TASK GOAL: In the material below, find each line holding the string "roads" and copy it.

DATASET:
▼▼▼
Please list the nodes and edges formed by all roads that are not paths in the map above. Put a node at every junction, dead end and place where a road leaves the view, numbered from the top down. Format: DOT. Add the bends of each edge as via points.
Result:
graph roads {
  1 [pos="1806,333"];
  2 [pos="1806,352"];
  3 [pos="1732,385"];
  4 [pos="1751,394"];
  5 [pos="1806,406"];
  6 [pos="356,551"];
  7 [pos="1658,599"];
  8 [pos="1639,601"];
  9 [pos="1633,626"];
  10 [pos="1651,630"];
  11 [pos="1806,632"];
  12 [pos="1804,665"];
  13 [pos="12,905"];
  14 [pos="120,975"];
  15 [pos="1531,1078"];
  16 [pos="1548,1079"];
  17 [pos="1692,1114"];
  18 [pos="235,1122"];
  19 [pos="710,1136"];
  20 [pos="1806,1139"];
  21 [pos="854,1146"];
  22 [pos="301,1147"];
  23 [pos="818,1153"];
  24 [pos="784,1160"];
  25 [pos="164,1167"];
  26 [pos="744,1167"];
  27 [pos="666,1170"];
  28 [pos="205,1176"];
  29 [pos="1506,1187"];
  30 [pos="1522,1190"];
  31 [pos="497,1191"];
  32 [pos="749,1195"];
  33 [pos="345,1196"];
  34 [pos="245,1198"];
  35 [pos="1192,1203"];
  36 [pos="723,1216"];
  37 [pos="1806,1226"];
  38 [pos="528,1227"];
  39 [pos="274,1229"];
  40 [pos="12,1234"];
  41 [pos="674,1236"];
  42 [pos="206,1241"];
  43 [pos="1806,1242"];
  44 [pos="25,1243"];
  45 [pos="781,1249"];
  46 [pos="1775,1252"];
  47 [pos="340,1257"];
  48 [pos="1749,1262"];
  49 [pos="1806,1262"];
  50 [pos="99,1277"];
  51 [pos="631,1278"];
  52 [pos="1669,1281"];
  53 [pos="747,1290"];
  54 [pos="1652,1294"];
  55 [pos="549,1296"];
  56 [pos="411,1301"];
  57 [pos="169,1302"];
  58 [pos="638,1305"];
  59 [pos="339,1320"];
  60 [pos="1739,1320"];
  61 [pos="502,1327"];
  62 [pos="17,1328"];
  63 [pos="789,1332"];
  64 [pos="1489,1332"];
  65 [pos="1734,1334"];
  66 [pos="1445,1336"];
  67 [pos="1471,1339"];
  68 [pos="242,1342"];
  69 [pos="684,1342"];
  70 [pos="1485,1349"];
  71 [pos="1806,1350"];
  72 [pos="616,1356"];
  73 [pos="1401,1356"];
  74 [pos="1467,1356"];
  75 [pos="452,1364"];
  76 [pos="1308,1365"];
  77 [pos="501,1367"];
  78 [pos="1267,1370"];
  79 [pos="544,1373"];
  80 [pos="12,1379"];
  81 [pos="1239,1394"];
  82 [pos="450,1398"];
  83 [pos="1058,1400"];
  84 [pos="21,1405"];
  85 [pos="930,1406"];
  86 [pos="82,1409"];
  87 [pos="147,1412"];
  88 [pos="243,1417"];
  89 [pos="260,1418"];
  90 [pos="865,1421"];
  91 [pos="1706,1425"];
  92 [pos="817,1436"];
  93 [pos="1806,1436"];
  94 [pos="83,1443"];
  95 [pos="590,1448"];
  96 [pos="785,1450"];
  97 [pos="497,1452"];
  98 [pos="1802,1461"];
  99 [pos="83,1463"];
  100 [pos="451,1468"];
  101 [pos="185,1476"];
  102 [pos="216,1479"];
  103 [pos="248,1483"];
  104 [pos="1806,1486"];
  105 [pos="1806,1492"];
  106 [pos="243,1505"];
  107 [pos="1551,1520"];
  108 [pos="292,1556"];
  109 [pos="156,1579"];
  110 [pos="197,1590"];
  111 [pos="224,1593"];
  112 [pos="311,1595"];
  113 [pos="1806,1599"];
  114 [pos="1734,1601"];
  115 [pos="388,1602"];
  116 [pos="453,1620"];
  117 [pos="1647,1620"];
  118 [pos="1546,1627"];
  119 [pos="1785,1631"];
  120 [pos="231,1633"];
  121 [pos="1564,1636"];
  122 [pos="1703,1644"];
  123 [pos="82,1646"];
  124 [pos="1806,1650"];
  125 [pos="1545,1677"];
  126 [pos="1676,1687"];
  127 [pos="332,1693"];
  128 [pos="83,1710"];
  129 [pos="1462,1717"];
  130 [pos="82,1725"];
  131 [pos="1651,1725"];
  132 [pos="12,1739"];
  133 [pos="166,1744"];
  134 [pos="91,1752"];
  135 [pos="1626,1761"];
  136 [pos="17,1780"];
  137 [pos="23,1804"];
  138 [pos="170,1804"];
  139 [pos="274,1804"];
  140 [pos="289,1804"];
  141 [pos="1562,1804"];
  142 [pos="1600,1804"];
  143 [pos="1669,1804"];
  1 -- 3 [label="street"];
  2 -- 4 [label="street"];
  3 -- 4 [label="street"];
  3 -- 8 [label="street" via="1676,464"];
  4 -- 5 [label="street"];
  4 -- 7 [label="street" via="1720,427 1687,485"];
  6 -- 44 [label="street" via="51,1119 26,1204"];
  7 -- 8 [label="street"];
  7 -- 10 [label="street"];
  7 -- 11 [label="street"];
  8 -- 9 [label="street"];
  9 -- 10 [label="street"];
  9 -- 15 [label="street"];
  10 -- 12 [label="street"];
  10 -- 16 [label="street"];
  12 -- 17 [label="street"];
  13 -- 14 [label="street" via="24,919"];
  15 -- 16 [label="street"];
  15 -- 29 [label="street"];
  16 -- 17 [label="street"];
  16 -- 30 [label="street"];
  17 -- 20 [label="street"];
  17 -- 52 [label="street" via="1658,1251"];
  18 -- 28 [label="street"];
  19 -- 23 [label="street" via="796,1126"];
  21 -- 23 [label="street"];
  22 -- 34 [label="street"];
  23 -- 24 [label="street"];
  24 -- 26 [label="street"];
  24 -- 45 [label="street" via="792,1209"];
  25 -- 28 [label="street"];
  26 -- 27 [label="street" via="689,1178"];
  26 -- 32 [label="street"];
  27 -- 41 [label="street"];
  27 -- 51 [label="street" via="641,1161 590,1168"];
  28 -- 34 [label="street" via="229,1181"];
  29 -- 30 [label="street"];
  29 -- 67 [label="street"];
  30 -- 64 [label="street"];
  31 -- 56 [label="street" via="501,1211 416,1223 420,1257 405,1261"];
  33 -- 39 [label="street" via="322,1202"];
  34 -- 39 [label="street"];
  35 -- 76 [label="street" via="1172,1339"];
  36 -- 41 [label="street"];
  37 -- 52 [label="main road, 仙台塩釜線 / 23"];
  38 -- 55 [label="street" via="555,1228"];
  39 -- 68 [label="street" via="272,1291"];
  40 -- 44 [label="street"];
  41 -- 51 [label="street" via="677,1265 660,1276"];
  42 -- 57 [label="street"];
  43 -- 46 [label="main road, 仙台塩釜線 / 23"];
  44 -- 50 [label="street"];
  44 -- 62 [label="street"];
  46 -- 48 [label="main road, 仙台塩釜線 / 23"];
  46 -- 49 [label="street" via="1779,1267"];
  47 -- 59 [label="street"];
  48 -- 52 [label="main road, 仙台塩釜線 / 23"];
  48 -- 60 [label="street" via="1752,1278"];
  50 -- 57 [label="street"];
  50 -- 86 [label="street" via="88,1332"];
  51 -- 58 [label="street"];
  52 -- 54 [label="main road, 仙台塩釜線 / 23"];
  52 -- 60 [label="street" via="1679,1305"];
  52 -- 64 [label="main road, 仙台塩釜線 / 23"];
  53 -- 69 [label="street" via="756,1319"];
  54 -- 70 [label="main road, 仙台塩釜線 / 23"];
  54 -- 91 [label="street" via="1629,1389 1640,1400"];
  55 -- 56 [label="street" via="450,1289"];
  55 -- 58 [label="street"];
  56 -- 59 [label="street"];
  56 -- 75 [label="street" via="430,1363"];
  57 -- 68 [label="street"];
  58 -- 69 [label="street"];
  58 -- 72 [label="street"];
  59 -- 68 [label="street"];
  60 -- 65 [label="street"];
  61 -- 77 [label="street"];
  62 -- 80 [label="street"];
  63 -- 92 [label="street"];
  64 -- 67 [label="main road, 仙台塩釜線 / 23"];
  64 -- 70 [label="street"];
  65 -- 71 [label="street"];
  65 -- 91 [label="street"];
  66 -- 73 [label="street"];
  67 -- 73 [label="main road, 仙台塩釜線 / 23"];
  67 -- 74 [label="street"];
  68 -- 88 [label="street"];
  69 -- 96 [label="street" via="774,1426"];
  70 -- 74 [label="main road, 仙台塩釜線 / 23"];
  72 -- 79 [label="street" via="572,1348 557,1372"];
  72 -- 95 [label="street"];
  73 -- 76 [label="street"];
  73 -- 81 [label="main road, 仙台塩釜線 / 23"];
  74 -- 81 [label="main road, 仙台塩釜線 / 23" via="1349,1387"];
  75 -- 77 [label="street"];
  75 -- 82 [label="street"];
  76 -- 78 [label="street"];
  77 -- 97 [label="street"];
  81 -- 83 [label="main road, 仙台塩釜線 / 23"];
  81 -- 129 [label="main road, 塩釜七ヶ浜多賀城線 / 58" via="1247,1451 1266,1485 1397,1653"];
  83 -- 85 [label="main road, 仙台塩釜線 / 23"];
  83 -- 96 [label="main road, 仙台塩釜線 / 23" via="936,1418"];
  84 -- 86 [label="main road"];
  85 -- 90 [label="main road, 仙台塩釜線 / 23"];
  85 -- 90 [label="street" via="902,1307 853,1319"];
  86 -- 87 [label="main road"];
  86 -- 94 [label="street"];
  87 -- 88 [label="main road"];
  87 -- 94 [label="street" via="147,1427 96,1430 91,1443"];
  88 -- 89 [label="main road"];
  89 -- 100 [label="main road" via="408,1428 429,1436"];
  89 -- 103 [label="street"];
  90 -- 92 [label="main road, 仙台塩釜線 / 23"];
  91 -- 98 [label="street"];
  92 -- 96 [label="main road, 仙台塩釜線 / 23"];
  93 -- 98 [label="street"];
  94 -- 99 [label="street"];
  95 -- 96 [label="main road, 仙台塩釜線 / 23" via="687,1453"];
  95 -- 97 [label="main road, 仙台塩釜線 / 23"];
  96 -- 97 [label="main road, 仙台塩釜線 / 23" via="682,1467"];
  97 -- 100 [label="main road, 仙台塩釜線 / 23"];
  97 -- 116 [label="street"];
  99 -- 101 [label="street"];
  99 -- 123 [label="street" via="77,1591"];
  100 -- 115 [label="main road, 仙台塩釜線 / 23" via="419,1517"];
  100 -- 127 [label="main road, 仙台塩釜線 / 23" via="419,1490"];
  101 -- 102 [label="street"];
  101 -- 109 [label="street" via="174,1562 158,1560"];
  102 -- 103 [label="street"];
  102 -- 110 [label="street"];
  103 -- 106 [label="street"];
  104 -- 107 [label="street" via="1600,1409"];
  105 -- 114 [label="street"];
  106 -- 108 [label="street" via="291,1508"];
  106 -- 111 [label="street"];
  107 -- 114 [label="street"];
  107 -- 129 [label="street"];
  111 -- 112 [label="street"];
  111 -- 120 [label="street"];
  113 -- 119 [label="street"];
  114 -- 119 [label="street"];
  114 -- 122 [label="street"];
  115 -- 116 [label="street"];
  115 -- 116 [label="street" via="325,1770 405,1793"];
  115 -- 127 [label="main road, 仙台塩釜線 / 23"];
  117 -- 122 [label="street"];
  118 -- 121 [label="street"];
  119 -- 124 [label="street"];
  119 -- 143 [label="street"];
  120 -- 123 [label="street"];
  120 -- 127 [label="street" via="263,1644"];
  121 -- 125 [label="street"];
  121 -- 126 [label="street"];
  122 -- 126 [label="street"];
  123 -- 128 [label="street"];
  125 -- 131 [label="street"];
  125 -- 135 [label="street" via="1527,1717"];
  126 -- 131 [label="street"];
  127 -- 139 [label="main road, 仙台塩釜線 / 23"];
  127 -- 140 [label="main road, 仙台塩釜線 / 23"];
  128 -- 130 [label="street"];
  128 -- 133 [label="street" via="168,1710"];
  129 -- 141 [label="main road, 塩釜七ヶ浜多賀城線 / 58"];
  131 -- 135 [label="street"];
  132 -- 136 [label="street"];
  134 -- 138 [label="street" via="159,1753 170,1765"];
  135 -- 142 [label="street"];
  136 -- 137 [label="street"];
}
▲▲▲
ANSWER TO THIS PROBLEM:
Please list the nodes and edges formed by all roads that are not paths in the map above. Put a node at every junction, dead end and place where a road leaves the view, numbered from the top down. Format: DOT. Add the bends of each edge as via points.
graph roads {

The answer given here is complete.